Quand la débrouille devient une nécessité

 Ici, y’a pas de plan B. Quand t’as pas de piston, pas de diplôme qui pèse, pas de tonton bien placé, t’as que tes mains et tes idées pour t’en sortir. Et c’est là que naît la débrouille. Pas pour faire style, mais parce que t’as pas le choix.

Ils sont partout dans le quartier. Le gars qui vend les unités, la meuf qui fait des tresses sur le trottoir, le môme qui te propose des cacahuètes avec un sourire qui cache la faim. La débrouille, c’est pas un mot cool sur Instagram. C’est une arme contre la galère.

Certains roulent à vélo avec des caisses pleines de fruits, d’autres bricolent des enceintes pour faire danser les rues. Y’en a même qui vendent des habits récupérés, repassés, emballés comme du neuf. Chaque idée est un ticket de survie. Pas pour devenir riche, juste pour manger, payer l’électricité, envoyer un petit à l’école.

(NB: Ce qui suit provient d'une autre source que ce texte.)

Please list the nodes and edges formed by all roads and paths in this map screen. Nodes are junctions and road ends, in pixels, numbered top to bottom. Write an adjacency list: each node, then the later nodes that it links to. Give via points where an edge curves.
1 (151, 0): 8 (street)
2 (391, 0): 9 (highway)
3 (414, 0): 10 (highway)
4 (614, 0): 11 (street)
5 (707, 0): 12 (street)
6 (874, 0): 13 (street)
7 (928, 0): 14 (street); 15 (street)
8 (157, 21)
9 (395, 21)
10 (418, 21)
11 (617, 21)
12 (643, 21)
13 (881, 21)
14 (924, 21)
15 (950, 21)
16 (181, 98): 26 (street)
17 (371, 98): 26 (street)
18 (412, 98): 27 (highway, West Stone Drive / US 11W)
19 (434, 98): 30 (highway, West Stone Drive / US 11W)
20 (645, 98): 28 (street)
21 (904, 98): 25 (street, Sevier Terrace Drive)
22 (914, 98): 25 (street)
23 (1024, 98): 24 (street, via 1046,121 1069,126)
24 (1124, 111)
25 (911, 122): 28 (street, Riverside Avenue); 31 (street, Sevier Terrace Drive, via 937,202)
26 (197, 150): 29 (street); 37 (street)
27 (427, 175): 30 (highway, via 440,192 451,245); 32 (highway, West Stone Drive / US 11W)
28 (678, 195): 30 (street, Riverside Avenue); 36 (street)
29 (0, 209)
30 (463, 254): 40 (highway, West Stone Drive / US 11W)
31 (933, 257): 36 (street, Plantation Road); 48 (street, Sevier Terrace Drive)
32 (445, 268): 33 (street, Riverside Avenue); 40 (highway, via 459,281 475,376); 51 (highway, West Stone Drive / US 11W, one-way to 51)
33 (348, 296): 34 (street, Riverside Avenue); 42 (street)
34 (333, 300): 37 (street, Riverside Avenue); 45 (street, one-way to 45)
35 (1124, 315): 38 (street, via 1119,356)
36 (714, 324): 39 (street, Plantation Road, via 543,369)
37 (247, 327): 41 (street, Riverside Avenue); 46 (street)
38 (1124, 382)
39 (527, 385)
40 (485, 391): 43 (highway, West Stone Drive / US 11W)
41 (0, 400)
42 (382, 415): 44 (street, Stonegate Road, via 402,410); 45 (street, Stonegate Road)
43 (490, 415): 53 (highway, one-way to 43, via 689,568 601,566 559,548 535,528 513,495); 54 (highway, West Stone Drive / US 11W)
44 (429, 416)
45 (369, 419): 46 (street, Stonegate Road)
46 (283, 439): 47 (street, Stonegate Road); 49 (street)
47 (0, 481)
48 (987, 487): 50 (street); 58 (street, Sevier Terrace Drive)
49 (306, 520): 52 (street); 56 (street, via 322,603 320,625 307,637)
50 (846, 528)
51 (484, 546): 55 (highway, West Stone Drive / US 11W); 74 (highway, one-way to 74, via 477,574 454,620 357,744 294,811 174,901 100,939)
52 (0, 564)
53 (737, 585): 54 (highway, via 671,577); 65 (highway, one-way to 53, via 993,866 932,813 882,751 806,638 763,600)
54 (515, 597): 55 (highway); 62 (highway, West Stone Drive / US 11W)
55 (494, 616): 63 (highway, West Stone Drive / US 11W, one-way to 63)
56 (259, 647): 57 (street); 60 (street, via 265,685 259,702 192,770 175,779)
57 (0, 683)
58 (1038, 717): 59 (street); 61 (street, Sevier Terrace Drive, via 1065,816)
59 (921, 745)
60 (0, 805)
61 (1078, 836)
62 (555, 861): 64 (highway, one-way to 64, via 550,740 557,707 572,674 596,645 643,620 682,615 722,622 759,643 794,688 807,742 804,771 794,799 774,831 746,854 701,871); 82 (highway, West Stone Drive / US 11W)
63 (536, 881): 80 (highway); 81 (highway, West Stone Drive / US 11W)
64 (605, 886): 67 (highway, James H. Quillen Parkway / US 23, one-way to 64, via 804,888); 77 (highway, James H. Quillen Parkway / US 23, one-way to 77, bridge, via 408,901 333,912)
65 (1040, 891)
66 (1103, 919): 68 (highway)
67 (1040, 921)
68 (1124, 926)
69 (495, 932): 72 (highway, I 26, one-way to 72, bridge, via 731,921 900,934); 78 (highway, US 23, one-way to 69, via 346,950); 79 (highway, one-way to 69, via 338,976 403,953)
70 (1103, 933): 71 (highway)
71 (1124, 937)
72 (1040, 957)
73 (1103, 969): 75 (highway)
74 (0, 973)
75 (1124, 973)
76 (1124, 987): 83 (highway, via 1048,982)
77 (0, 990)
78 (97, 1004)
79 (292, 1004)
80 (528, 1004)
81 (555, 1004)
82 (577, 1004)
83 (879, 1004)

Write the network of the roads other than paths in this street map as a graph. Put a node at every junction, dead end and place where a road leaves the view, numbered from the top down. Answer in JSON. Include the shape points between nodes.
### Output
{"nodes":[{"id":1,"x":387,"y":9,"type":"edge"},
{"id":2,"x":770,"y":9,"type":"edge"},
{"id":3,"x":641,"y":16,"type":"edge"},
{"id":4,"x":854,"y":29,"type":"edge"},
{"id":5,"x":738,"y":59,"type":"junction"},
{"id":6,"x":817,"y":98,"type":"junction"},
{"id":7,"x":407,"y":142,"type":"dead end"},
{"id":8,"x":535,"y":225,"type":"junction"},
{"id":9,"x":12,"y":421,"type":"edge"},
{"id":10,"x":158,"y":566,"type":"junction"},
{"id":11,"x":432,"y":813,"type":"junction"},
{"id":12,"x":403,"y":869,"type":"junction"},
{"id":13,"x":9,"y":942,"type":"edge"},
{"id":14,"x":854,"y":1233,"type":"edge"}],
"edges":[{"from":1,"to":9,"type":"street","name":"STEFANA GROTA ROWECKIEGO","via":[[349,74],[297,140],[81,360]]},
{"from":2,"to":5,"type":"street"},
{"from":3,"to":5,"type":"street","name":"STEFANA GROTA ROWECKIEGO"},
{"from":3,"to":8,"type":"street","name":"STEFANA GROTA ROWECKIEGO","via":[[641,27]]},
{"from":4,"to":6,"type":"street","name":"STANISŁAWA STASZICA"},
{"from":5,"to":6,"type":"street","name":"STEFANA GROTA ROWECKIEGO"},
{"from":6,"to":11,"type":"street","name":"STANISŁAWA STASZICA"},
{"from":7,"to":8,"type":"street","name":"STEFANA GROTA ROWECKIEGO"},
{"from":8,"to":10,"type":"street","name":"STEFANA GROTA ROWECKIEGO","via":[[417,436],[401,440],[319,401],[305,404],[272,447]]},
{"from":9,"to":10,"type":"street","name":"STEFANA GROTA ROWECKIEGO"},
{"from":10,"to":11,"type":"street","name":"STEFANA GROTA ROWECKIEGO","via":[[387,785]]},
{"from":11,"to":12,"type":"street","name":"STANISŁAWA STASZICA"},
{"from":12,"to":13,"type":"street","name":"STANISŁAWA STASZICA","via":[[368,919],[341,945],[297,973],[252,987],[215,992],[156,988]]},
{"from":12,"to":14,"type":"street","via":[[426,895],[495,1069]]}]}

Mais faut le dire : cette vie épuise. Se lever chaque jour sans garantie, devoir toujours négocier, convaincre, courir. Pas de repos. Pas de sécurité. Juste l’instinct. Et une rage de pas se laisser couler.

La débrouille, c’est du génie en silence. C’est l’intelligence des oubliés. Mais ce serait bien qu’un jour, on n’ait plus à être des acrobates juste pour vivre normalement.